Stored items
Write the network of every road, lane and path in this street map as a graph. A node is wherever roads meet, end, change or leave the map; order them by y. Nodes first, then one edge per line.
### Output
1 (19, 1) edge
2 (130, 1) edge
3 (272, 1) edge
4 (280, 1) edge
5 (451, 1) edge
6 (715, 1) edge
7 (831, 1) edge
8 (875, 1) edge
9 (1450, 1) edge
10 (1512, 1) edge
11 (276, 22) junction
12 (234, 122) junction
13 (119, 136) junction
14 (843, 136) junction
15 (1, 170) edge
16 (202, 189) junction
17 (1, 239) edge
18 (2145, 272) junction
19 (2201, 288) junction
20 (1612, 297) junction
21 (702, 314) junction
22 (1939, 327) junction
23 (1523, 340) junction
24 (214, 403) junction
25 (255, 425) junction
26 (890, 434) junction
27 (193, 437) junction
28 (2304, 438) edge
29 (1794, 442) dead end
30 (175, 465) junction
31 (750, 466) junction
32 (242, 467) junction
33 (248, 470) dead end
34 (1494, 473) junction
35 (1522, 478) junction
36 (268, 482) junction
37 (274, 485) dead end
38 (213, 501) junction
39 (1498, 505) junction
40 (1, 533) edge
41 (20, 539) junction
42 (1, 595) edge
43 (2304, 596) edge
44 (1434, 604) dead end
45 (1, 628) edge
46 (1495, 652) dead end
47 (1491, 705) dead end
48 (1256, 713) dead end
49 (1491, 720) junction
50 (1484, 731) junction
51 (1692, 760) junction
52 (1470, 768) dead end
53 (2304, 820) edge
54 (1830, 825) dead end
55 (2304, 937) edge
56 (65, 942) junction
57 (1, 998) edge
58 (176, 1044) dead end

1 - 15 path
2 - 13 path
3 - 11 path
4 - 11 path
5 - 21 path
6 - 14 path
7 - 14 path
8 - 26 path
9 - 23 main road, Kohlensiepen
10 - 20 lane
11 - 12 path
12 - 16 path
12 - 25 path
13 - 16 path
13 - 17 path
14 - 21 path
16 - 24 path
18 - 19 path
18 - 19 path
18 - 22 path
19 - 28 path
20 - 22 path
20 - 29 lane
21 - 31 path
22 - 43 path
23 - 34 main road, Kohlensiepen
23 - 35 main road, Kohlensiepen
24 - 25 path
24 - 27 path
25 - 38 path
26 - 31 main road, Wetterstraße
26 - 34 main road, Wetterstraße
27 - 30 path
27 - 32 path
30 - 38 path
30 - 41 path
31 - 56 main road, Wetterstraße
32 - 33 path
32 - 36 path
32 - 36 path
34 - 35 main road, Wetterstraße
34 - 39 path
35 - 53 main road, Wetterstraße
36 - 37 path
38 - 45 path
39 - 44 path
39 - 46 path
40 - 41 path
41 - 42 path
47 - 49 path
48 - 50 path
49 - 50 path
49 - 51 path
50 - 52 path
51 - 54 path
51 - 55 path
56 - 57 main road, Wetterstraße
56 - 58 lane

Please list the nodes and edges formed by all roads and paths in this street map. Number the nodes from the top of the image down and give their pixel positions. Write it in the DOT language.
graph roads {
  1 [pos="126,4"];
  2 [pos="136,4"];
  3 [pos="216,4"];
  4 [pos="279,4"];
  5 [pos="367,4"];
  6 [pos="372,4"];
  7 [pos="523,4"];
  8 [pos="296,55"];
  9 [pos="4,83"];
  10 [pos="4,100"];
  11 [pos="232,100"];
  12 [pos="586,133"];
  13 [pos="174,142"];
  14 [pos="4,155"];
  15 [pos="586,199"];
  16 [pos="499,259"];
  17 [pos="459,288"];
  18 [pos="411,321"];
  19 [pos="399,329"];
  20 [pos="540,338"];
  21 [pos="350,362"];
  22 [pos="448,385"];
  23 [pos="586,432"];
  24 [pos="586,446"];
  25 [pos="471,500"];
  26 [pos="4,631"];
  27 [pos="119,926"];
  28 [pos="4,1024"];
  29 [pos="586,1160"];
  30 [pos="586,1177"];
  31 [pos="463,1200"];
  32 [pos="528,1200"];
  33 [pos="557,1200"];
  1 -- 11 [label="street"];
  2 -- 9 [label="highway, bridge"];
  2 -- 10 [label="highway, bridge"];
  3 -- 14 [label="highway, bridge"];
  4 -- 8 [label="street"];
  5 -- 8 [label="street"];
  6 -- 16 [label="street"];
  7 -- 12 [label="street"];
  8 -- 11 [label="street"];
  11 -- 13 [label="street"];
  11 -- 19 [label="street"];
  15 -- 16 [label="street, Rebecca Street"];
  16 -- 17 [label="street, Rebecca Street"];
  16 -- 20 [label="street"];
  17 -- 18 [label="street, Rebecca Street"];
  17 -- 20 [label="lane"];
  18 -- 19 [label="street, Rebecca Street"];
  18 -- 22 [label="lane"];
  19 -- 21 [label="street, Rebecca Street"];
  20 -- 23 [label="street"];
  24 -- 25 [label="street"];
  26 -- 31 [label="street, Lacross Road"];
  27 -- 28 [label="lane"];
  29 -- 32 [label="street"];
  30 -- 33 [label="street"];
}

**Task requirements:** Every line of the data should be output exactly as it was given.

**Answer to this task:**
Write the network of every road, lane and path in this street map as a graph. A node is wherever roads meet, end, change or leave the map; order them by y. Nodes first, then one edge per line.
### Output
1 (19, 1) edge
2 (130, 1) edge
3 (272, 1) edge
4 (280, 1) edge
5 (451, 1) edge
6 (715, 1) edge
7 (831, 1) edge
8 (875, 1) edge
9 (1450, 1) edge
10 (1512, 1) edge
11 (276, 22) junction
12 (234, 122) junction
13 (119, 136) junction
14 (843, 136) junction
15 (1, 170) edge
16 (202, 189) junction
17 (1, 239) edge
18 (2145, 272) junction
19 (2201, 288) junction
20 (1612, 297) junction
21 (702, 314) junction
22 (1939, 327) junction
23 (1523, 340) junction
24 (214, 403) junction
25 (255, 425) junction
26 (890, 434) junction
27 (193, 437) junction
28 (2304, 438) edge
29 (1794, 442) dead end
30 (175, 465) junction
31 (750, 466) junction
32 (242, 467) junction
33 (248, 470) dead end
34 (1494, 473) junction
35 (1522, 478) junction
36 (268, 482) junction
37 (274, 485) dead end
38 (213, 501) junction
39 (1498, 505) junction
40 (1, 533) edge
41 (20, 539) junction
42 (1, 595) edge
43 (2304, 596) edge
44 (1434, 604) dead end
45 (1, 628) edge
46 (1495, 652) dead end
47 (1491, 705) dead end
48 (1256, 713) dead end
49 (1491, 720) junction
50 (1484, 731) junction
51 (1692, 760) junction
52 (1470, 768) dead end
53 (2304, 820) edge
54 (1830, 825) dead end
55 (2304, 937) edge
56 (65, 942) junction
57 (1, 998) edge
58 (176, 1044) dead end

1 - 15 path
2 - 13 path
3 - 11 path
4 - 11 path
5 - 21 path
6 - 14 path
7 - 14 path
8 - 26 path
9 - 23 main road, Kohlensiepen
10 - 20 lane
11 - 12 path
12 - 16 path
12 - 25 path
13 - 16 path
13 - 17 path
14 - 21 path
16 - 24 path
18 - 19 path
18 - 19 path
18 - 22 path
19 - 28 path
20 - 22 path
20 - 29 lane
21 - 31 path
22 - 43 path
23 - 34 main road, Kohlensiepen
23 - 35 main road, Kohlensiepen
24 - 25 path
24 - 27 path
25 - 38 path
26 - 31 main road, Wetterstraße
26 - 34 main road, Wetterstraße
27 - 30 path
27 - 32 path
30 - 38 path
30 - 41 path
31 - 56 main road, Wetterstraße
32 - 33 path
32 - 36 path
32 - 36 path
34 - 35 main road, Wetterstraße
34 - 39 path
35 - 53 main road, Wetterstraße
36 - 37 path
38 - 45 path
39 - 44 path
39 - 46 path
40 - 41 path
41 - 42 path
47 - 49 path
48 - 50 path
49 - 50 path
49 - 51 path
50 - 52 path
51 - 54 path
51 - 55 path
56 - 57 main road, Wetterstraße
56 - 58 lane

Please list the nodes and edges formed by all roads and paths in this street map. Number the nodes from the top of the image down and give their pixel positions. Write it in the DOT language.
graph roads {
  1 [pos="126,4"];
  2 [pos="136,4"];
  3 [pos="216,4"];
  4 [pos="279,4"];
  5 [pos="367,4"];
  6 [pos="372,4"];
  7 [pos="523,4"];
  8 [pos="296,55"];
  9 [pos="4,83"];
  10 [pos="4,100"];
  11 [pos="232,100"];
  12 [pos="586,133"];
  13 [pos="174,142"];
  14 [pos="4,155"];
  15 [pos="586,199"];
  16 [pos="499,259"];
  17 [pos="459,288"];
  18 [pos="411,321"];
  19 [pos="399,329"];
  20 [pos="540,338"];
  21 [pos="350,362"];
  22 [pos="448,385"];
  23 [pos="586,432"];
  24 [pos="586,446"];
  25 [pos="471,500"];
  26 [pos="4,631"];
  27 [pos="119,926"];
  28 [pos="4,1024"];
  29 [pos="586,1160"];
  30 [pos="586,1177"];
  31 [pos="463,1200"];
  32 [pos="528,1200"];
  33 [pos="557,1200"];
  1 -- 11 [label="street"];
  2 -- 9 [label="highway, bridge"];
  2 -- 10 [label="highway, bridge"];
  3 -- 14 [label="highway, bridge"];
  4 -- 8 [label="street"];
  5 -- 8 [label="street"];
  6 -- 16 [label="street"];
  7 -- 12 [label="street"];
  8 -- 11 [label="street"];
  11 -- 13 [label="street"];
  11 -- 19 [label="street"];
  15 -- 16 [label="street, Rebecca Street"];
  16 -- 17 [label="street, Rebecca Street"];
  16 -- 20 [label="street"];
  17 -- 18 [label="street, Rebecca Street"];
  17 -- 20 [label="lane"];
  18 -- 19 [label="street, Rebecca Street"];
  18 -- 22 [label="lane"];
  19 -- 21 [label="street, Rebecca Street"];
  20 -- 23 [label="street"];
  24 -- 25 [label="street"];
  26 -- 31 [label="street, Lacross Road"];
  27 -- 28 [label="lane"];
  29 -- 32 [label="street"];
  30 -- 33 [label="street"];
}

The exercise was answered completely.